--- Exercise details ---
Return the lines that run from the beginning of the entries to the line holding "bold ? CAIRO_FONT_WEIGHT_BOLD", inclusive, and drop the pictures.

--- Dataset entries ---
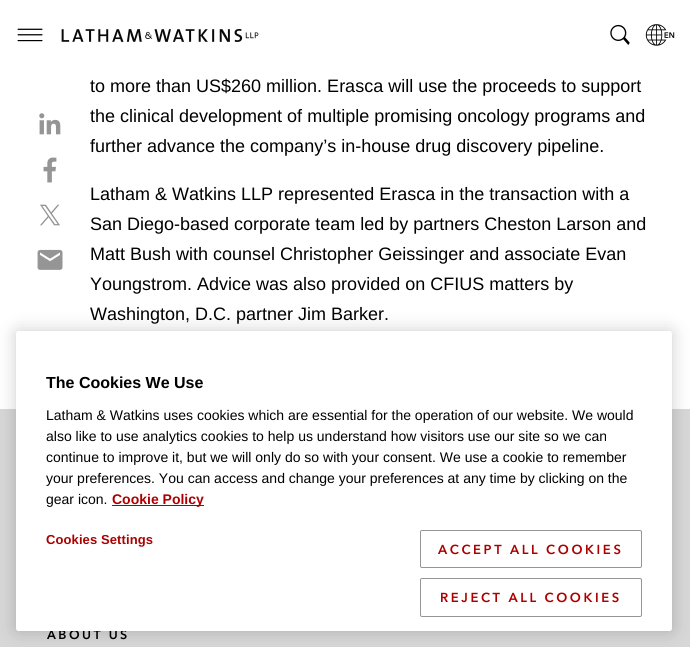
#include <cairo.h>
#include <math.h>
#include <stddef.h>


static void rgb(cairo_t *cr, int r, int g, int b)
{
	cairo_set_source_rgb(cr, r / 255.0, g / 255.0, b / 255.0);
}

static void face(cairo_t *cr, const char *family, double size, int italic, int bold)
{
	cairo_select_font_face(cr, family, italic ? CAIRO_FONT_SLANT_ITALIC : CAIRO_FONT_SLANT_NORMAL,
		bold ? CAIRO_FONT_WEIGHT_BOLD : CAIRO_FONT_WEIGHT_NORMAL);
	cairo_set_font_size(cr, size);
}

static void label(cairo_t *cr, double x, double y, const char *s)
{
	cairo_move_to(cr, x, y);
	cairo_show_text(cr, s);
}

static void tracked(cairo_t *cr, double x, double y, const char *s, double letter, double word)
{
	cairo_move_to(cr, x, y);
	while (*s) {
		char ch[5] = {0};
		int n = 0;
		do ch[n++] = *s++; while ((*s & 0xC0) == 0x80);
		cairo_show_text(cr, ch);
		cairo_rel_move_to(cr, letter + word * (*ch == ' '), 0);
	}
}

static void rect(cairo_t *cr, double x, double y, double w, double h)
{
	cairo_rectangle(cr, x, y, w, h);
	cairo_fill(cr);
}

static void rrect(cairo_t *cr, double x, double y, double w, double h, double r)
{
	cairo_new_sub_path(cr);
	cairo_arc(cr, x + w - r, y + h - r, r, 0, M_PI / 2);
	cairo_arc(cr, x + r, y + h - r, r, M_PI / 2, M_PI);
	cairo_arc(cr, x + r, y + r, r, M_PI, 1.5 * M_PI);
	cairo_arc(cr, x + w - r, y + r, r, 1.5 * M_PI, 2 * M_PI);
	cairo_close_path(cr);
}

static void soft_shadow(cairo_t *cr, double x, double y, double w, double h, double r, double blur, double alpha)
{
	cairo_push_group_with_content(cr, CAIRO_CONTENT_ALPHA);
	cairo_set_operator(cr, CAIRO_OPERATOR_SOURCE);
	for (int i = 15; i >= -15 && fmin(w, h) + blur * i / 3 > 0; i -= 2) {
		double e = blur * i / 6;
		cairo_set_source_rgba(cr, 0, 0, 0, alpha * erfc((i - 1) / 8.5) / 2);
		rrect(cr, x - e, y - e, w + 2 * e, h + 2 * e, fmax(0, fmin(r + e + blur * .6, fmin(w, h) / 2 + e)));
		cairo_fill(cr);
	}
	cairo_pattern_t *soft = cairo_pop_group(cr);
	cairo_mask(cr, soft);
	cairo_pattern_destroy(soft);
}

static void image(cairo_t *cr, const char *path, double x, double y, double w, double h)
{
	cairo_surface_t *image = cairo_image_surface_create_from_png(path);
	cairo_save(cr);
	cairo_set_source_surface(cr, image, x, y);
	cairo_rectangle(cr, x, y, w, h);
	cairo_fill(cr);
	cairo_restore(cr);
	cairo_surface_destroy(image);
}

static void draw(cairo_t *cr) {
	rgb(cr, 255, 255, 255);
	cairo_paint(cr);
	image(cr, "image0.png", 17, 28, 26, 14);
	image(cr, "image1.png", 61, 28, 198, 14);
	image(cr, "image2.png", 610, 24, 20, 21);
	image(cr, "image3.png", 645, 24, 30, 22);
	image(cr, "image4.png", 39, 113, 22, 22);
	image(cr, "image5.png", 43, 157, 14, 26);
	image(cr, "image6.png", 40, 204, 20, 22);
	image(cr, "image7.png", 37, 249, 26, 21);
	face(cr, "Liberation Sans", 18, 0, 0);
	rgb(cr, 0, 0, 0);
	label(cr, 90, 92, "to more than US$260 million. Erasca will use the proceeds to support");
	label(cr, 90, 122, "the clinical development of multiple promising oncology programs and");
	label(cr, 90, 152, "further advance the company’s in-house drug discovery pipeline.");
	label(cr, 90, 200, "Latham & Watkins LLP represented Erasca in the transaction with a");
	label(cr, 90, 230, "San Diego-based corporate team led by partners Cheston Larson and");
	label(cr, 90, 260, "Matt Bush with counsel Christopher Geissinger and associate Evan");
	label(cr, 90, 290, "Youngstrom. Advice was also provided on CFIUS matters by");
	label(cr, 90, 320, "Washington, D.C. partner Jim Barker.");
	rgb(cr, 215, 215, 215);
	rect(cr, 0, 409, 690, 238);
	rgb(cr, 0, 0, 0);
	soft_shadow(cr, 16, 331, 656, 300, 2.5, 9, 0.2);
	face(cr, "Avenir Next", 12.5, 0, 1);
	rgb(cr, 0, 0, 0);
	tracked(cr, 47, 639, "ABOUT US", 2.5, 0);
	rgb(cr, 255, 255, 255);
	rrect(cr, 16, 331, 656, 300, 2.5);
	cairo_fill(cr);
	face(cr, "Liberation Sans", 16, 0, 1);
	rgb(cr, 0, 0, 0);
	label(cr, 46, 388, "The Cookies We Use");
	face(cr, "Liberation Sans", 14, 0, 0);
	label(cr, 46, 420, "Latham & Watkins uses cookies which are essential for the operation of our website. We would");
	label(cr, 46, 441, "also like to use analytics cookies to help us understand how visitors use our site so we can");
	label(cr, 46, 462, "continue to improve it, but we will only do so with your consent. We use a cookie to remember");
	label(cr, 46, 483, "your preferences. You can access and change your preferences at any time by clicking on the");
	label(cr, 46, 504, "gear icon.");
	rgb(cr, 172, 0, 0);
	rect(cr, 112, 505, 92, 1);
	face(cr, "Liberation Sans", 14, 0, 1);
	label(cr, 112, 504, "Cookie Policy");
	face(cr, "Liberation Sans", 13, 0, 1);
	tracked(cr, 46, 544, "Cookies Settings", 0.1, 0);
	rrect(cr, 420.5, 530.5, 221, 37, 1.5);
	rgb(cr, 149, 149, 149);
	cairo_set_line_width(cr, 1);
	cairo_stroke(cr);
	face(cr, "Avenir Next", 13, 0, 1);
	rgb(cr, 172, 0, 0);
	tracked(cr, 438, 554, "ACCEPT ALL COOKIES", 2.6, 0);
	rrect(cr, 420.5, 578.5, 221, 38, 1.5);
	rgb(cr, 149, 149, 149);
	cairo_stroke(cr);
	rgb(cr, 172, 0, 0);
	tracked(cr, 440, 602, "REJECT ALL COOKIES", 2.6, 0);
}

int main(void) {
	cairo_surface_t *surface = cairo_image_surface_create(CAIRO_FORMAT_RGB24, 690, 647);
	cairo_t *cr = cairo_create(surface);
	cairo_font_options_t *options = cairo_font_options_create();
	cairo_font_options_set_hint_metrics(options, CAIRO_HINT_METRICS_OFF);
	cairo_font_options_set_hint_style(options, CAIRO_HINT_STYLE_NONE);
	cairo_set_font_options(cr, options);
	cairo_set_miter_limit(cr, 4);
	draw(cr);
	cairo_surface_write_to_png(surface, "render.png");
	cairo_font_options_destroy(options);
	cairo_destroy(cr);
	cairo_surface_destroy(surface);
	return 0;
}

--- Expected answer ---
#include <cairo.h>
#include <math.h>
#include <stddef.h>


static void rgb(cairo_t *cr, int r, int g, int b)
{
	cairo_set_source_rgb(cr, r / 255.0, g / 255.0, b / 255.0);
}

static void face(cairo_t *cr, const char *family, double size, int italic, int bold)
{
	cairo_select_font_face(cr, family, italic ? CAIRO_FONT_SLANT_ITALIC : CAIRO_FONT_SLANT_NORMAL,
		bold ? CAIRO_FONT_WEIGHT_BOLD : CAIRO_FONT_WEIGHT_NORMAL);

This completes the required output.